Material for the task >>
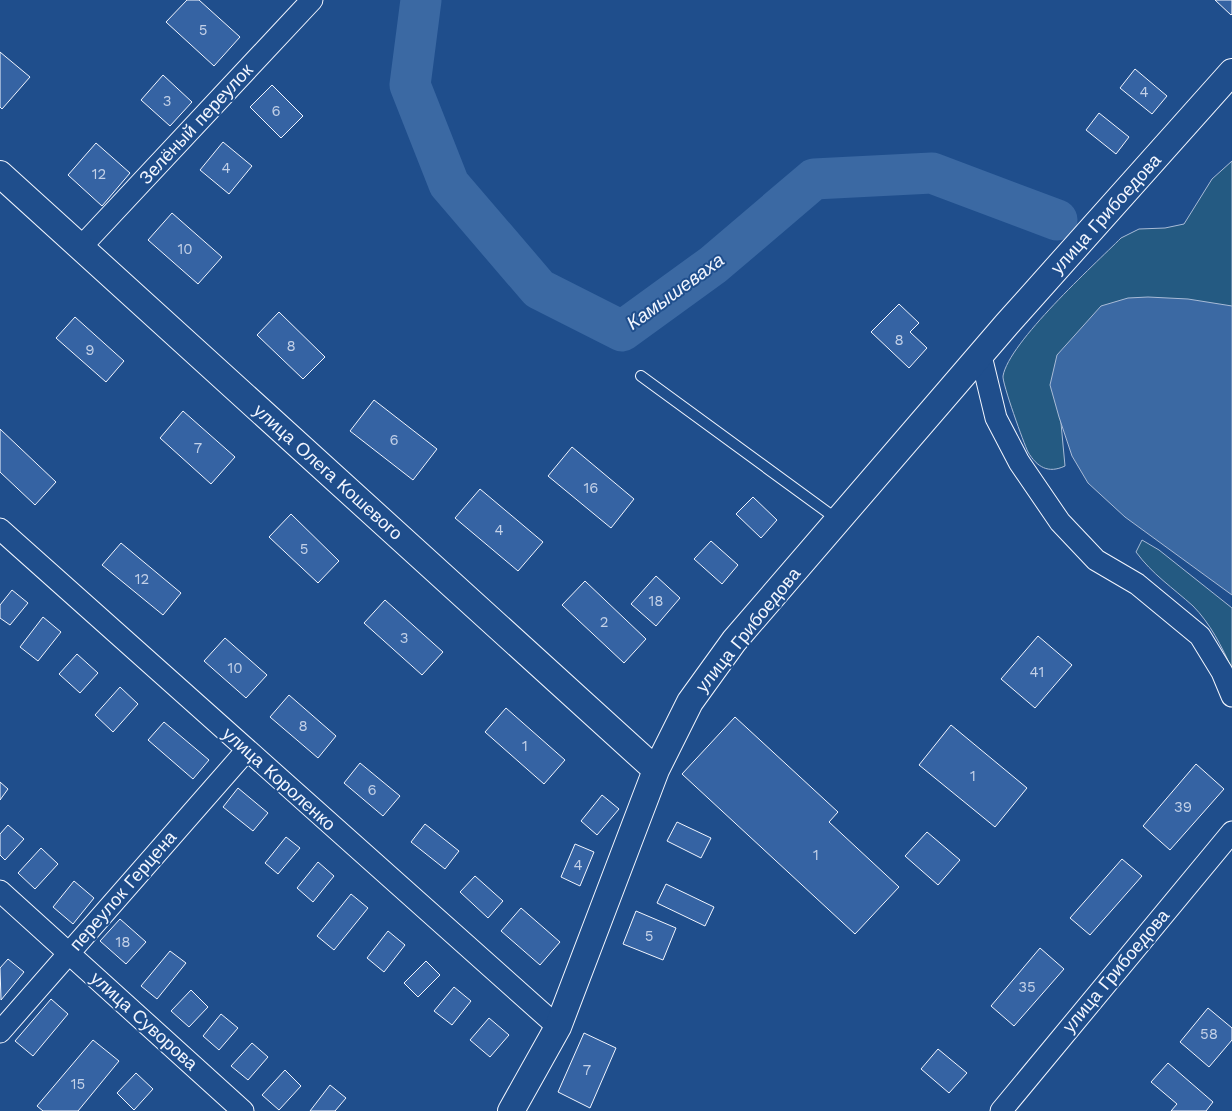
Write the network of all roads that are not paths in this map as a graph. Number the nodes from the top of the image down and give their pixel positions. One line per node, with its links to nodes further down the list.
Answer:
1 (312, 0): 4 (street, Зелёный переулок)
2 (1232, 72): 5 (street, улица Грибоедова)
3 (0, 174): 4 (street, улица Олега Кошевого)
4 (80, 248): 11 (street, улица Олега Кошевого)
5 (981, 356): 7 (street, улица Грибоедова); 9 (street)
6 (641, 376): 7 (lane)
7 (839, 520): 11 (street, улица Грибоедова)
8 (0, 530): 10 (street, улица Короленко)
9 (1232, 696)
10 (246, 750): 14 (street, переулок Герцена); 15 (street, улица Короленко)
11 (656, 770): 15 (street, улица Грибоедова)
12 (1232, 832): 19 (street, улица Грибоедова)
13 (0, 891): 14 (street, улица Суворова)
14 (69, 953): 16 (street, переулок Герцена); 17 (street, улица Суворова)
15 (558, 1027): 18 (street, улица Грибоедова)
16 (0, 1032)
17 (243, 1111)
18 (511, 1111)
19 (1001, 1111)

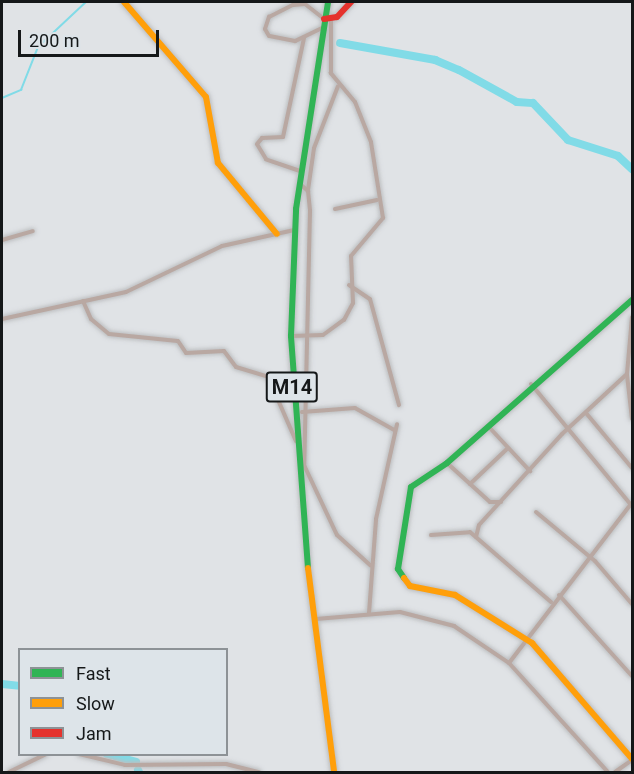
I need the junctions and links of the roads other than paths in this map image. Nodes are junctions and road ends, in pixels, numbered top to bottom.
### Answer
1 (124, 2) edge
2 (328, 2) edge
3 (351, 2) edge
4 (327, 20) junction
5 (322, 28) junction
6 (304, 39) junction
7 (338, 86) junction
8 (300, 171) junction
9 (299, 184) junction
10 (308, 191) junction
11 (376, 200) junction
12 (336, 209) dead end
13 (295, 229) junction
14 (33, 231) dead end
15 (277, 234) junction
16 (2, 240) edge
17 (349, 285) junction
18 (633, 300) edge
19 (83, 301) junction
20 (633, 316) edge
21 (2, 319) edge
22 (291, 336) junction
23 (307, 337) junction
24 (627, 374) junction
25 (531, 384) junction
26 (399, 405) dead end
27 (293, 412) junction
28 (304, 412) junction
29 (586, 412) junction
30 (633, 419) edge
31 (397, 424) dead end
32 (488, 425) junction
33 (568, 428) junction
34 (394, 430) junction
35 (296, 441) junction
36 (508, 448) junction
37 (297, 451) junction
38 (447, 463) junction
39 (304, 466) junction
40 (633, 468) edge
41 (530, 471) junction
42 (471, 484) junction
43 (490, 502) junction
44 (501, 502) junction
45 (632, 505) edge
46 (536, 512) dead end
47 (489, 515) junction
48 (479, 525) junction
49 (464, 531) junction
50 (431, 536) dead end
51 (476, 537) junction
52 (586, 559) junction
53 (370, 565) junction
54 (559, 595) junction
55 (551, 602) junction
56 (633, 604) edge
57 (369, 614) junction
58 (315, 619) junction
59 (524, 641) junction
60 (508, 663) junction
61 (633, 676) edge
62 (42, 756) edge
63 (88, 756) edge
64 (632, 759) edge
65 (20, 766) junction
66 (9, 772) edge
67 (23, 772) edge
68 (259, 772) edge
69 (334, 772) edge
70 (608, 772) edge
71 (615, 772) edge

1 - 15 main road
2 - 4 main road, M14
3 - 4 main road
4 - 5 main road, M14
4 - 6 street
4 - 7 street
5 - 6 street
5 - 8 main road, M14
6 - 8 street
7 - 10 street
7 - 11 street
8 - 9 main road, M14
9 - 10 street
9 - 13 main road, M14
10 - 23 street
11 - 12 street
11 - 17 street
13 - 15 street
13 - 22 main road, M14
14 - 16 street
15 - 19 street
17 - 23 street
17 - 26 street
18 - 25 main road
19 - 21 street
19 - 35 street
20 - 24 street
22 - 23 street
22 - 27 main road, M14
23 - 28 street
24 - 29 street
24 - 30 street
25 - 32 main road
25 - 33 street
27 - 28 street
27 - 35 main road, M14
28 - 34 street
28 - 39 street
29 - 33 street
29 - 40 street
31 - 34 street
32 - 36 street
32 - 38 main road
33 - 41 street
33 - 45 street
34 - 53 street
35 - 37 main road, M14
36 - 41 street
36 - 42 street
37 - 39 street
37 - 58 main road, M14
38 - 42 street
38 - 59 main road
39 - 53 street
41 - 44 street
42 - 43 street
43 - 44 street
43 - 47 street
44 - 47 street
45 - 52 street
46 - 52 street
47 - 48 street
48 - 49 street
48 - 51 street
49 - 50 street
49 - 51 street
51 - 55 street
52 - 54 street
52 - 56 street
53 - 57 street
54 - 55 street
54 - 61 street
55 - 59 street
57 - 58 street
57 - 60 street
58 - 69 main road, M14
59 - 60 street
59 - 64 main road
60 - 70 street
62 - 65 street
63 - 68 street
64 - 71 street
65 - 66 street
65 - 67 street

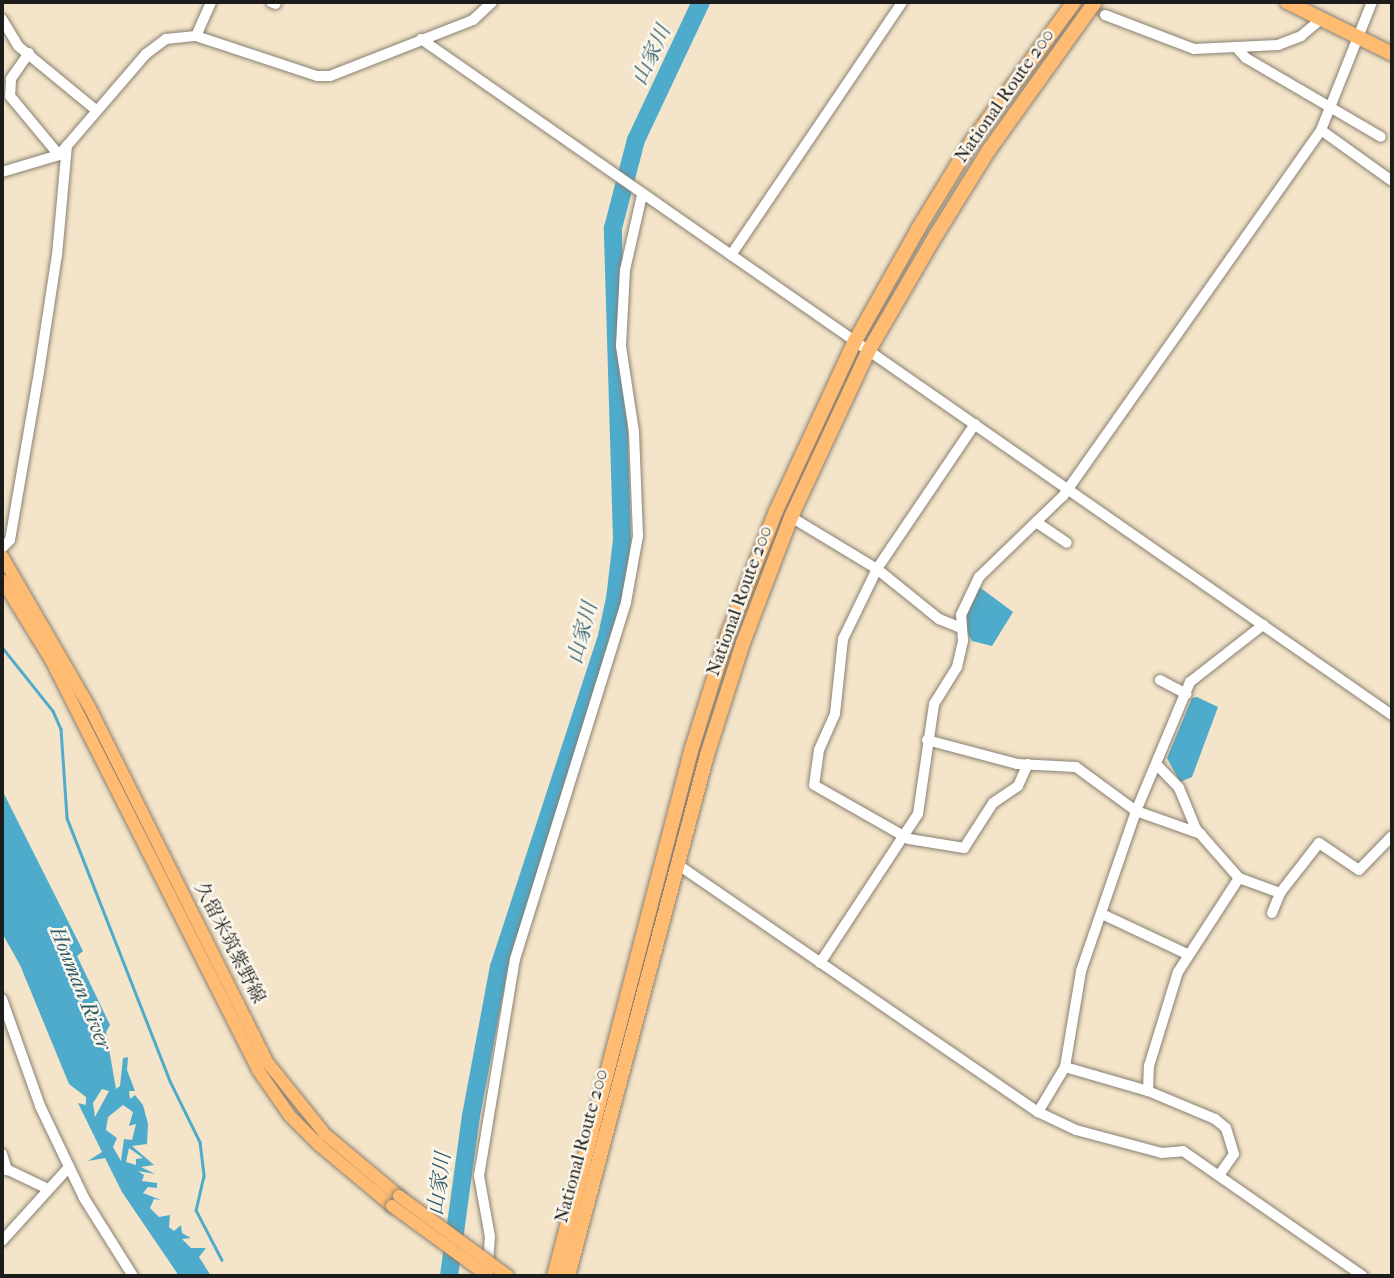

Task item >> Give again, exactly, the lines starting at the first entry above and ending at the line with "I need the junctions"; please leave pictures out.

Answer to the problem >>
Write the network of all roads that are not paths in this map as a graph. Number the nodes from the top of the image down and give their pixel positions. One line per node, with its links to nodes further down the list.
Answer:
1 (312, 0): 4 (street, Зелёный переулок)
2 (1232, 72): 5 (street, улица Грибоедова)
3 (0, 174): 4 (street, улица Олега Кошевого)
4 (80, 248): 11 (street, улица Олега Кошевого)
5 (981, 356): 7 (street, улица Грибоедова); 9 (street)
6 (641, 376): 7 (lane)
7 (839, 520): 11 (street, улица Грибоедова)
8 (0, 530): 10 (street, улица Короленко)
9 (1232, 696)
10 (246, 750): 14 (street, переулок Герцена); 15 (street, улица Короленко)
11 (656, 770): 15 (street, улица Грибоедова)
12 (1232, 832): 19 (street, улица Грибоедова)
13 (0, 891): 14 (street, улица Суворова)
14 (69, 953): 16 (street, переулок Герцена); 17 (street, улица Суворова)
15 (558, 1027): 18 (street, улица Грибоедова)
16 (0, 1032)
17 (243, 1111)
18 (511, 1111)
19 (1001, 1111)

I need the junctions and links of the roads other than paths in this map image. Nodes are junctions and road ends, in pixels, numbered top to bottom.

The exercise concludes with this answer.